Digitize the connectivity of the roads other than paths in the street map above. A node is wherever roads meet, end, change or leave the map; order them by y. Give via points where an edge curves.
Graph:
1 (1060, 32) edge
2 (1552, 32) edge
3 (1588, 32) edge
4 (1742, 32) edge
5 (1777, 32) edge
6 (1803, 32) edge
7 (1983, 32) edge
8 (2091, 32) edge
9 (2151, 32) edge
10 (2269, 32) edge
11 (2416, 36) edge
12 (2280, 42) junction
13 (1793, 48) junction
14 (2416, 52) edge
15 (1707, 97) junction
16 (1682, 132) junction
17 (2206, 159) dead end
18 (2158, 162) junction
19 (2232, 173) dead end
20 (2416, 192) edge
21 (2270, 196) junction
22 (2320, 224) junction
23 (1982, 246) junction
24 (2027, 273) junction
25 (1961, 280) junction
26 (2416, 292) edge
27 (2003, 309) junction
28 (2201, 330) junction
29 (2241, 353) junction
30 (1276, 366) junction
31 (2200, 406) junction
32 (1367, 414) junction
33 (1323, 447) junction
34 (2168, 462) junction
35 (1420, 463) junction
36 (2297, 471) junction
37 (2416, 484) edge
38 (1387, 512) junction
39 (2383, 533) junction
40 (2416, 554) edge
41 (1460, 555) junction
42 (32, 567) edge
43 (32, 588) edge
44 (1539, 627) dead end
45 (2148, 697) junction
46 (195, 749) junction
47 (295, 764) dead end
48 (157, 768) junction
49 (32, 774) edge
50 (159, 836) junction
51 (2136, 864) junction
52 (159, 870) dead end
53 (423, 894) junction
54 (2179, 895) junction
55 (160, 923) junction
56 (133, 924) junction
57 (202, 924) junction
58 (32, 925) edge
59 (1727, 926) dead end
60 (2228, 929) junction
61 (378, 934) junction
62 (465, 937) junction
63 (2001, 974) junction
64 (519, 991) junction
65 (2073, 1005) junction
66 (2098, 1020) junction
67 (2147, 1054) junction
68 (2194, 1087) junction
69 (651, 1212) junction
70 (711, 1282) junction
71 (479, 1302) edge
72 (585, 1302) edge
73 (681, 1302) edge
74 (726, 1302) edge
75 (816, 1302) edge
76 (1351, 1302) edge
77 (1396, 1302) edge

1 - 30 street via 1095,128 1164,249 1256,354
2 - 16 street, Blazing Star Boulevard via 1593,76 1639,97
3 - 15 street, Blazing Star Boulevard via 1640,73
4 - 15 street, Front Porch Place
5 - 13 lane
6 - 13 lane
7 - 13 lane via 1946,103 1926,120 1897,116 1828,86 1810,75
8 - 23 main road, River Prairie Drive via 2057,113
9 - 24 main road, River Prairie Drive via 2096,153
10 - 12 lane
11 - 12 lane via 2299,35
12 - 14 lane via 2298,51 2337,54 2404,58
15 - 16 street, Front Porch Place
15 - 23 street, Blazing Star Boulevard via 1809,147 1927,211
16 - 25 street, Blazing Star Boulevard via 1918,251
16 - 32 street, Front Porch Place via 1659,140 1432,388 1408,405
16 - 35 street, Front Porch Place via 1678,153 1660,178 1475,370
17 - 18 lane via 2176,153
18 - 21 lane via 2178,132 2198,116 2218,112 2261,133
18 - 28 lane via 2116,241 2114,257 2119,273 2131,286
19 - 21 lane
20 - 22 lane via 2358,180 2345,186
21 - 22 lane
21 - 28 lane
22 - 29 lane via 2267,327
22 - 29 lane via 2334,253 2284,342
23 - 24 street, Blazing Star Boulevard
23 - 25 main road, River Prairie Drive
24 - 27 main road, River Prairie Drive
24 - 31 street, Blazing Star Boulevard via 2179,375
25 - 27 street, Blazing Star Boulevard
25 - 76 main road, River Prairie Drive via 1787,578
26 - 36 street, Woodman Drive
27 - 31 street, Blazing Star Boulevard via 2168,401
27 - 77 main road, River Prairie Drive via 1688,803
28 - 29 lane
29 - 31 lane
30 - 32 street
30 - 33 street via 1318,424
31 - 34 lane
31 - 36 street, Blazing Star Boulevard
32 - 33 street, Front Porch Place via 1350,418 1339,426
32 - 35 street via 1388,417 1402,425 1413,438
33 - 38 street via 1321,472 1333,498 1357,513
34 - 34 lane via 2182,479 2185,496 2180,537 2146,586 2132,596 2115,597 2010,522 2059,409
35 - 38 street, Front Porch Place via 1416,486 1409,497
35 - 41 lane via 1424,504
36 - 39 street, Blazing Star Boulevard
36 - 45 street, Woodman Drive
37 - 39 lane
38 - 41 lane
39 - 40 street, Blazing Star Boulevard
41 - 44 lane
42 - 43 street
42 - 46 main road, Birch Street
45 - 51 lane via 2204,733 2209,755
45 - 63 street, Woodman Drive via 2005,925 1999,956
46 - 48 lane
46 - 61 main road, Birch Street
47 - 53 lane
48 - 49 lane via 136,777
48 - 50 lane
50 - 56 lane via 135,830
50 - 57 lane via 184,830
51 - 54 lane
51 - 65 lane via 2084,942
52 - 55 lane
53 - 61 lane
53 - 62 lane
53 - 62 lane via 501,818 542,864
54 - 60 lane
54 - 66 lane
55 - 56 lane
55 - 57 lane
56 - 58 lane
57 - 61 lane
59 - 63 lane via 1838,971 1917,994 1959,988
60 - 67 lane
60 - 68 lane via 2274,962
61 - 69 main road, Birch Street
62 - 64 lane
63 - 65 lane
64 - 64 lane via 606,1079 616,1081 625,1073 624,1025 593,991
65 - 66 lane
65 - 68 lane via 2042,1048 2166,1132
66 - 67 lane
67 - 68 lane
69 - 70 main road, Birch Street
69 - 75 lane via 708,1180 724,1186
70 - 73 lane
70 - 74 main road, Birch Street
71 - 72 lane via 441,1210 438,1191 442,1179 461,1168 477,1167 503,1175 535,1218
* * * *
### ACTION ITEM
In your response, reproduce the records exactly, every one.

### SOLVED EXERCISE
Digitize the connectivity of the roads other than paths in the street map above. A node is wherever roads meet, end, change or leave the map; order them by y. Give via points where an edge curves.
Graph:
1 (1060, 32) edge
2 (1552, 32) edge
3 (1588, 32) edge
4 (1742, 32) edge
5 (1777, 32) edge
6 (1803, 32) edge
7 (1983, 32) edge
8 (2091, 32) edge
9 (2151, 32) edge
10 (2269, 32) edge
11 (2416, 36) edge
12 (2280, 42) junction
13 (1793, 48) junction
14 (2416, 52) edge
15 (1707, 97) junction
16 (1682, 132) junction
17 (2206, 159) dead end
18 (2158, 162) junction
19 (2232, 173) dead end
20 (2416, 192) edge
21 (2270, 196) junction
22 (2320, 224) junction
23 (1982, 246) junction
24 (2027, 273) junction
25 (1961, 280) junction
26 (2416, 292) edge
27 (2003, 309) junction
28 (2201, 330) junction
29 (2241, 353) junction
30 (1276, 366) junction
31 (2200, 406) junction
32 (1367, 414) junction
33 (1323, 447) junction
34 (2168, 462) junction
35 (1420, 463) junction
36 (2297, 471) junction
37 (2416, 484) edge
38 (1387, 512) junction
39 (2383, 533) junction
40 (2416, 554) edge
41 (1460, 555) junction
42 (32, 567) edge
43 (32, 588) edge
44 (1539, 627) dead end
45 (2148, 697) junction
46 (195, 749) junction
47 (295, 764) dead end
48 (157, 768) junction
49 (32, 774) edge
50 (159, 836) junction
51 (2136, 864) junction
52 (159, 870) dead end
53 (423, 894) junction
54 (2179, 895) junction
55 (160, 923) junction
56 (133, 924) junction
57 (202, 924) junction
58 (32, 925) edge
59 (1727, 926) dead end
60 (2228, 929) junction
61 (378, 934) junction
62 (465, 937) junction
63 (2001, 974) junction
64 (519, 991) junction
65 (2073, 1005) junction
66 (2098, 1020) junction
67 (2147, 1054) junction
68 (2194, 1087) junction
69 (651, 1212) junction
70 (711, 1282) junction
71 (479, 1302) edge
72 (585, 1302) edge
73 (681, 1302) edge
74 (726, 1302) edge
75 (816, 1302) edge
76 (1351, 1302) edge
77 (1396, 1302) edge

1 - 30 street via 1095,128 1164,249 1256,354
2 - 16 street, Blazing Star Boulevard via 1593,76 1639,97
3 - 15 street, Blazing Star Boulevard via 1640,73
4 - 15 street, Front Porch Place
5 - 13 lane
6 - 13 lane
7 - 13 lane via 1946,103 1926,120 1897,116 1828,86 1810,75
8 - 23 main road, River Prairie Drive via 2057,113
9 - 24 main road, River Prairie Drive via 2096,153
10 - 12 lane
11 - 12 lane via 2299,35
12 - 14 lane via 2298,51 2337,54 2404,58
15 - 16 street, Front Porch Place
15 - 23 street, Blazing Star Boulevard via 1809,147 1927,211
16 - 25 street, Blazing Star Boulevard via 1918,251
16 - 32 street, Front Porch Place via 1659,140 1432,388 1408,405
16 - 35 street, Front Porch Place via 1678,153 1660,178 1475,370
17 - 18 lane via 2176,153
18 - 21 lane via 2178,132 2198,116 2218,112 2261,133
18 - 28 lane via 2116,241 2114,257 2119,273 2131,286
19 - 21 lane
20 - 22 lane via 2358,180 2345,186
21 - 22 lane
21 - 28 lane
22 - 29 lane via 2267,327
22 - 29 lane via 2334,253 2284,342
23 - 24 street, Blazing Star Boulevard
23 - 25 main road, River Prairie Drive
24 - 27 main road, River Prairie Drive
24 - 31 street, Blazing Star Boulevard via 2179,375
25 - 27 street, Blazing Star Boulevard
25 - 76 main road, River Prairie Drive via 1787,578
26 - 36 street, Woodman Drive
27 - 31 street, Blazing Star Boulevard via 2168,401
27 - 77 main road, River Prairie Drive via 1688,803
28 - 29 lane
29 - 31 lane
30 - 32 street
30 - 33 street via 1318,424
31 - 34 lane
31 - 36 street, Blazing Star Boulevard
32 - 33 street, Front Porch Place via 1350,418 1339,426
32 - 35 street via 1388,417 1402,425 1413,438
33 - 38 street via 1321,472 1333,498 1357,513
34 - 34 lane via 2182,479 2185,496 2180,537 2146,586 2132,596 2115,597 2010,522 2059,409
35 - 38 street, Front Porch Place via 1416,486 1409,497
35 - 41 lane via 1424,504
36 - 39 street, Blazing Star Boulevard
36 - 45 street, Woodman Drive
37 - 39 lane
38 - 41 lane
39 - 40 street, Blazing Star Boulevard
41 - 44 lane
42 - 43 street
42 - 46 main road, Birch Street
45 - 51 lane via 2204,733 2209,755
45 - 63 street, Woodman Drive via 2005,925 1999,956
46 - 48 lane
46 - 61 main road, Birch Street
47 - 53 lane
48 - 49 lane via 136,777
48 - 50 lane
50 - 56 lane via 135,830
50 - 57 lane via 184,830
51 - 54 lane
51 - 65 lane via 2084,942
52 - 55 lane
53 - 61 lane
53 - 62 lane
53 - 62 lane via 501,818 542,864
54 - 60 lane
54 - 66 lane
55 - 56 lane
55 - 57 lane
56 - 58 lane
57 - 61 lane
59 - 63 lane via 1838,971 1917,994 1959,988
60 - 67 lane
60 - 68 lane via 2274,962
61 - 69 main road, Birch Street
62 - 64 lane
63 - 65 lane
64 - 64 lane via 606,1079 616,1081 625,1073 624,1025 593,991
65 - 66 lane
65 - 68 lane via 2042,1048 2166,1132
66 - 67 lane
67 - 68 lane
69 - 70 main road, Birch Street
69 - 75 lane via 708,1180 724,1186
70 - 73 lane
70 - 74 main road, Birch Street
71 - 72 lane via 441,1210 438,1191 442,1179 461,1168 477,1167 503,1175 535,1218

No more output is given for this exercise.